Here is a strmerg() similar to Corona688's. But, where his version checks for a match for every trailing substring of string 1; this version starts with the longest possible match based on the length of the shorter string and stops as soon as it finds a match. It also verifies that malloc() succeeded before copying data into the buffer allocated by malloc(). With multi-megabyte input strings of similar length and short matches, the speed difference is likely to be unnoticeable. But if there are frequent relatively long matching strings or if string 1 is longer than string 2, this version might be significantly faster.

This won't work on some older systems, because it uses <inttypes.h> to produce relatively portable printf() conversion specifications for objects of type size_t. And, Corona688's code makes much better use of the const qualifier, than this code does.

#include <inttypes.h>
#include <stdio.h>
#include <string.h>
#include <stdlib.h>

char *
strmerg(const char *str1, const char *str2) {
	size_t	str1_l = strlen(str1),	// length of string1
		str2_l = strlen(str2),	// length of string2
		// match_l is longest possible match (length of shortest input)
		match_l = str1_l < str2_l ? str1_l : str2_l;
		// base is ptr to start of longest possible match in string1
	char	*base = (char *)str1 + str1_l - match_l,
		c1,		// 1st char in string2 possible match
		c2 = *str2,	// 1st char in string2
		*out;
	// At this point, match_l is the longest possible match (based on the
	// lengths of string1 and string2) and base points to the spot in
	// string1 where the longest possible match could start.

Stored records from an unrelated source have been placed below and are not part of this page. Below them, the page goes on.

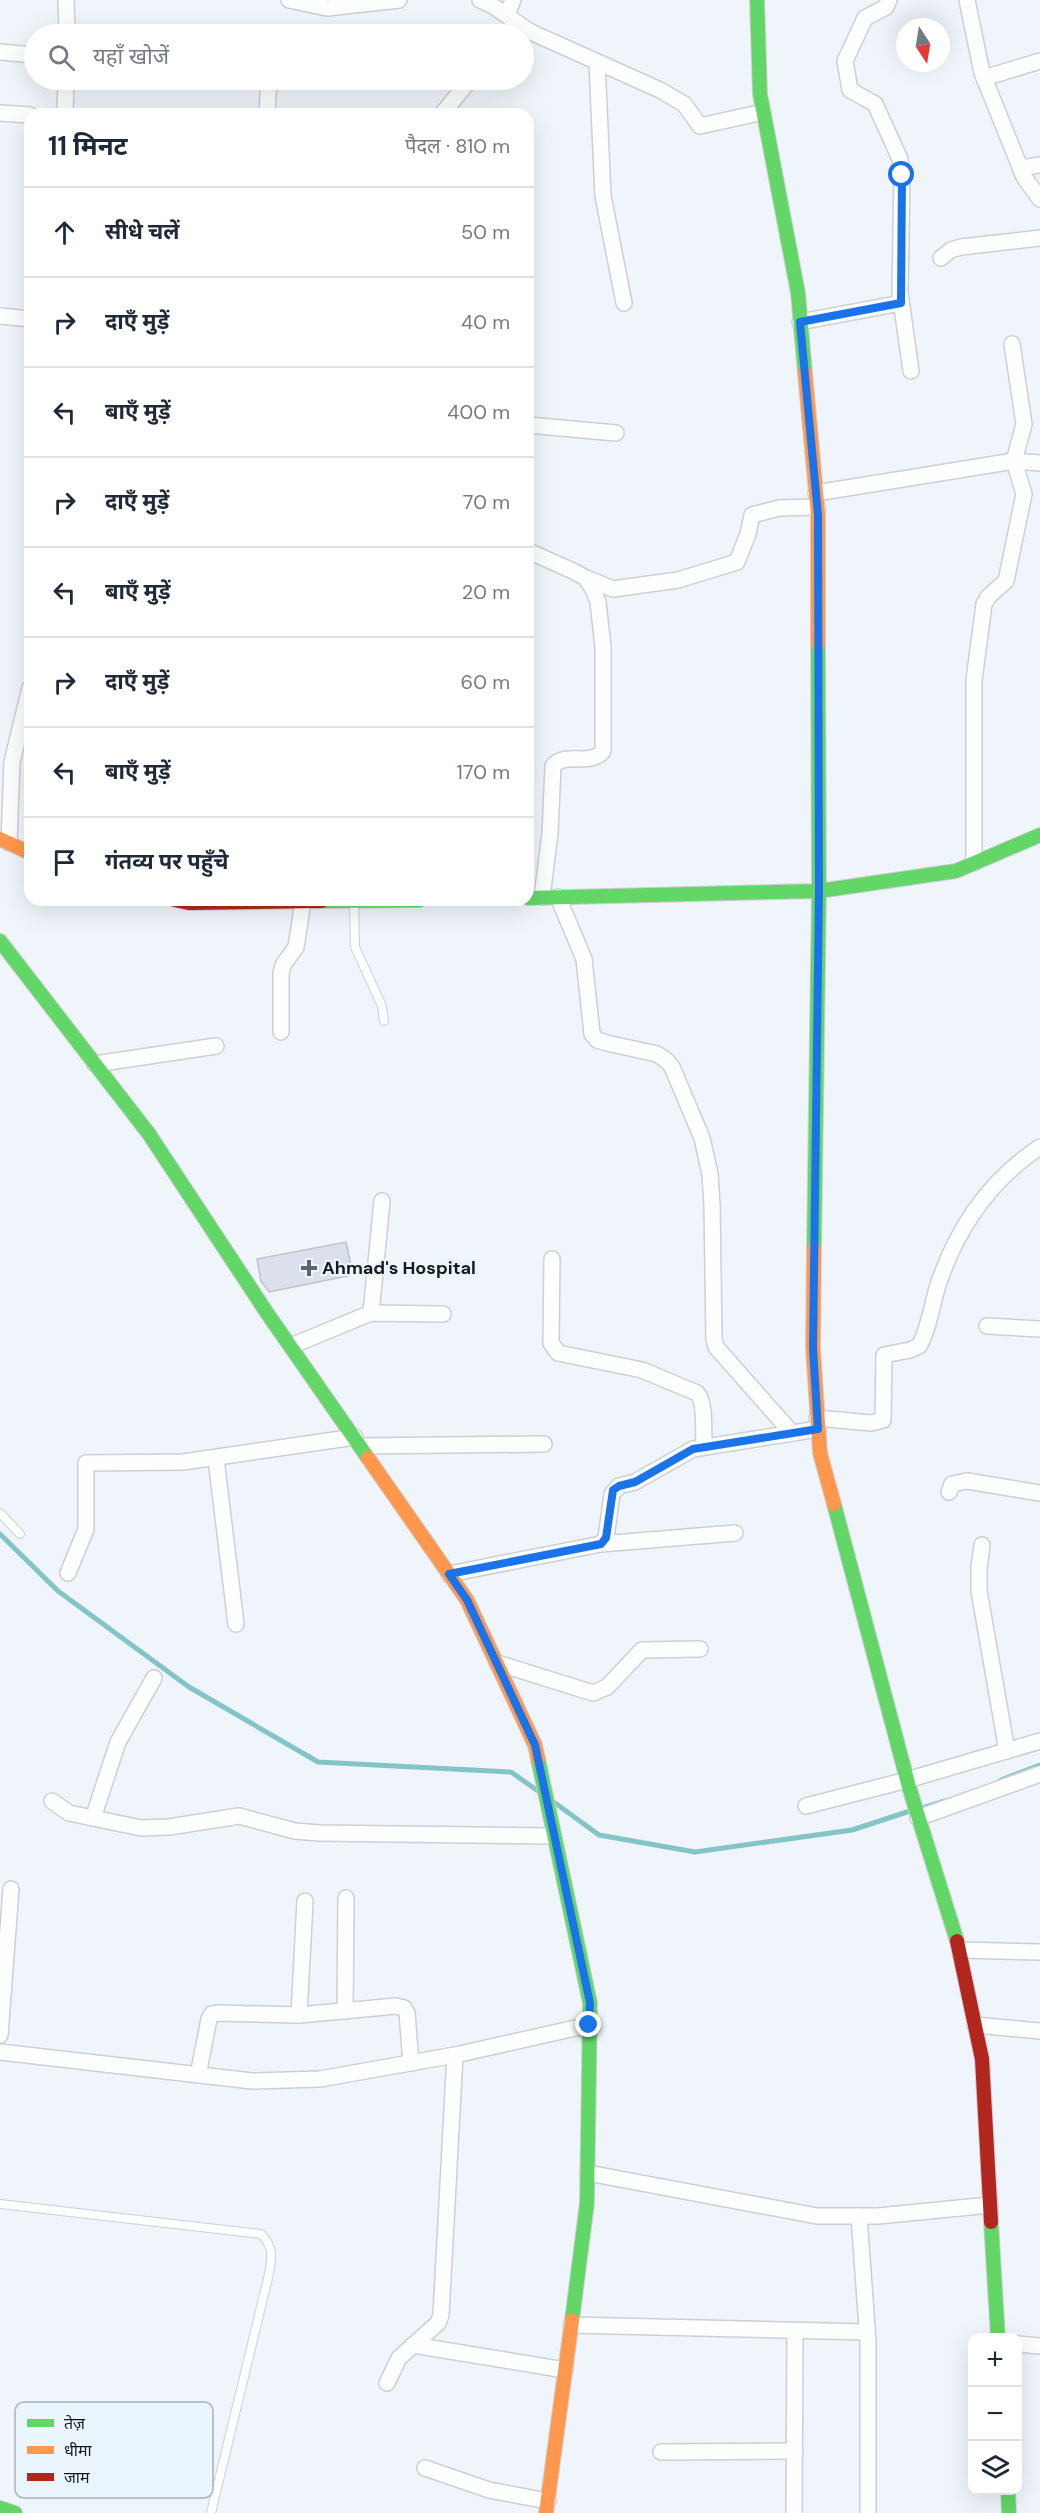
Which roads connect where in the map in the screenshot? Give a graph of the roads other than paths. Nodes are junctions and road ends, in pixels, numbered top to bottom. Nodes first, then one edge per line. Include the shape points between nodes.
1 (66, 0) edge
2 (289, 0) edge
3 (399, 0) edge
4 (480, 0) edge
5 (513, 0) edge
6 (757, 0) edge
7 (889, 0) edge
8 (967, 0) edge
9 (67, 24) edge
10 (510, 24) edge
11 (534, 35) edge
12 (0, 52) edge
13 (24, 54) edge
14 (1040, 61) edge
15 (597, 63) junction
16 (984, 78) junction
17 (65, 90) edge
18 (268, 90) edge
19 (462, 90) edge
20 (64, 108) edge
21 (267, 108) edge
22 (447, 108) edge
23 (0, 112) edge
24 (763, 112) junction
25 (24, 114) edge
26 (1040, 165) edge
27 (1020, 168) junction
28 (1040, 199) edge
29 (1040, 238) edge
30 (941, 258) dead end
31 (624, 303) dead end
32 (901, 303) junction
33 (0, 315) edge
34 (24, 318) edge
35 (800, 322) junction
36 (1012, 344) dead end
37 (911, 371) dead end
38 (534, 426) edge
39 (616, 433) dead end
40 (1014, 462) junction
41 (1040, 463) edge
42 (816, 500) junction
43 (534, 554) edge
44 (586, 578) junction
45 (24, 713) edge
46 (1040, 836) edge
47 (4, 841) edge
48 (24, 850) edge
49 (974, 863) junction
50 (819, 891) junction
51 (558, 897) junction
52 (535, 898) edge
53 (302, 906) edge
54 (354, 906) edge
55 (0, 942) edge
56 (384, 1021) dead end
57 (281, 1032) dead end
58 (216, 1047) dead end
59 (95, 1064) junction
60 (1040, 1147) edge
61 (382, 1201) dead end
62 (552, 1259) dead end
63 (371, 1312) junction
64 (443, 1314) dead end
65 (987, 1326) dead end
66 (1040, 1329) edge
67 (291, 1346) junction
68 (818, 1423) junction
69 (792, 1433) junction
70 (358, 1442) junction
71 (544, 1444) dead end
72 (704, 1447) junction
73 (216, 1459) junction
74 (950, 1492) dead end
75 (1040, 1493) edge
76 (0, 1513) edge
77 (735, 1533) dead end
78 (20, 1534) dead end
79 (601, 1544) junction
80 (982, 1545) dead end
81 (68, 1573) dead end
82 (449, 1574) junction
83 (236, 1624) dead end
84 (700, 1650) dead end
85 (497, 1663) junction
86 (154, 1677) dead end
87 (1040, 1741) edge
88 (1007, 1751) junction
89 (1040, 1774) edge
90 (908, 1784) junction
91 (52, 1801) dead end
92 (806, 1806) dead end
93 (917, 1815) junction
94 (93, 1818) junction
95 (554, 1836) junction
96 (11, 1889) dead end
97 (346, 1898) dead end
98 (305, 1901) dead end
99 (960, 1950) junction
100 (1040, 1952) edge
101 (345, 2011) junction
102 (299, 2015) junction
103 (589, 2025) junction
104 (975, 2025) junction
105 (1040, 2031) edge
106 (0, 2035) edge
107 (0, 2052) edge
108 (455, 2055) junction
109 (411, 2063) junction
110 (198, 2075) junction
111 (588, 2173) junction
112 (0, 2204) edge
113 (990, 2205) junction
114 (859, 2216) junction
115 (571, 2325) junction
116 (795, 2331) junction
117 (867, 2332) junction
118 (998, 2333) edge
119 (413, 2344) junction
120 (1022, 2344) edge
121 (1040, 2346) edge
122 (565, 2370) junction
123 (387, 2383) dead end
124 (795, 2451) junction
125 (661, 2452) dead end
126 (425, 2468) dead end
127 (1008, 2495) edge
128 (547, 2507) edge
129 (0, 2508) edge
130 (15, 2513) edge
131 (211, 2513) edge
132 (794, 2513) edge
133 (868, 2513) edge
134 (1009, 2513) edge

1 - 9 street
2 - 3 street via 327,8
4 - 10 street
5 - 10 street
6 - 24 street
7 - 32 street via 886,8 865,18 845,61 850,90 874,104 900,159
8 - 16 street
11 - 15 street
12 - 13 street
14 - 16 street
15 - 24 street via 684,104 700,126
15 - 31 street via 603,196
16 - 27 street
17 - 20 street
18 - 21 street
19 - 22 street
23 - 25 street
24 - 35 street via 798,293
26 - 27 street
27 - 28 street
29 - 30 street via 961,247
32 - 35 street
32 - 37 street
33 - 34 street
35 - 42 street
36 - 40 street via 1024,423
38 - 39 street
40 - 41 street
40 - 42 street
40 - 49 street via 1024,494 1018,531 1006,581 984,604 974,680
42 - 44 street via 752,515 737,562 678,580 613,589
42 - 50 street
43 - 44 street
44 - 52 street via 598,602 603,647 604,744 599,756 561,760 553,766 550,833
45 - 47 street via 12,762
46 - 49 street
47 - 48 street
49 - 50 street via 956,871
50 - 51 street
50 - 68 street via 813,1349
51 - 52 street
51 - 69 street via 584,959 592,1034 597,1040 657,1054 672,1067 702,1138 710,1174 716,1347
53 - 57 street via 296,947 281,974
54 - 56 lane via 355,947 382,1006
55 - 59 street
58 - 59 street
59 - 67 street via 149,1134
60 - 68 street via 1007,1171 983,1198 955,1242 919,1346 884,1355 884,1420
61 - 63 street
62 - 72 street via 554,1349 642,1370 697,1393 702,1404
63 - 64 street
63 - 67 street
65 - 66 street
67 - 70 street
68 - 69 street
68 - 90 street via 820,1454
69 - 72 street
70 - 71 street
70 - 73 street
70 - 82 street
72 - 79 street via 683,1453 635,1482 613,1490 606,1538
73 - 81 street via 86,1463 86,1529
73 - 83 street
74 - 75 street via 952,1484 967,1481
76 - 78 lane
77 - 79 street
79 - 82 street
80 - 88 street via 979,1591
82 - 85 street via 467,1600
84 - 85 street via 642,1650 607,1687 592,1693
85 - 95 street via 535,1745
86 - 94 street via 118,1742
87 - 88 street
88 - 90 street
89 - 93 street
90 - 92 street
90 - 93 street
91 - 94 street via 69,1813
93 - 99 street
94 - 95 street via 152,1828 238,1816 319,1833
95 - 103 street via 590,2003
96 - 106 street
97 - 101 street
98 - 102 street
99 - 100 street
99 - 104 street
101 - 102 street
101 - 109 street via 404,2008
102 - 110 street via 212,2014
103 - 108 street
103 - 111 street
104 - 105 street
104 - 113 street via 982,2059
107 - 110 street
108 - 109 street
108 - 119 street via 441,2315 438,2323
109 - 110 street via 320,2079 252,2081
111 - 114 street via 817,2216
111 - 115 street
112 - 131 lane via 261,2234 269,2242 273,2253 269,2274
113 - 114 street
113 - 118 street
114 - 117 street
115 - 116 street
115 - 122 street
116 - 117 street
116 - 124 street
117 - 133 street
119 - 122 street
119 - 123 street via 399,2358
120 - 121 street
122 - 128 street
124 - 125 street
124 - 132 street
126 - 128 street
127 - 134 street
129 - 130 street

	// While there is a mismatch...
	while((c1 = *base) && ((c1 != c2) || strncmp(base, str2, match_l))) {
		// Decrement the longest possible match, and increment the
		// spot in string1 where the longest possible match could
		// still start.  Note that even though we aren't checking
		// the value of match_l in this loop, we are guaranteed that
		// the loop will end with match_l greater than or equal to
		// zero.  (If it is zero, the only match is the terminating
		// null byte in string1.)
		match_l--;
		base++;
	}
	// When we get to this point, match_l is the length of the longest
	// substring of the tail of string1 that matches the head of string2.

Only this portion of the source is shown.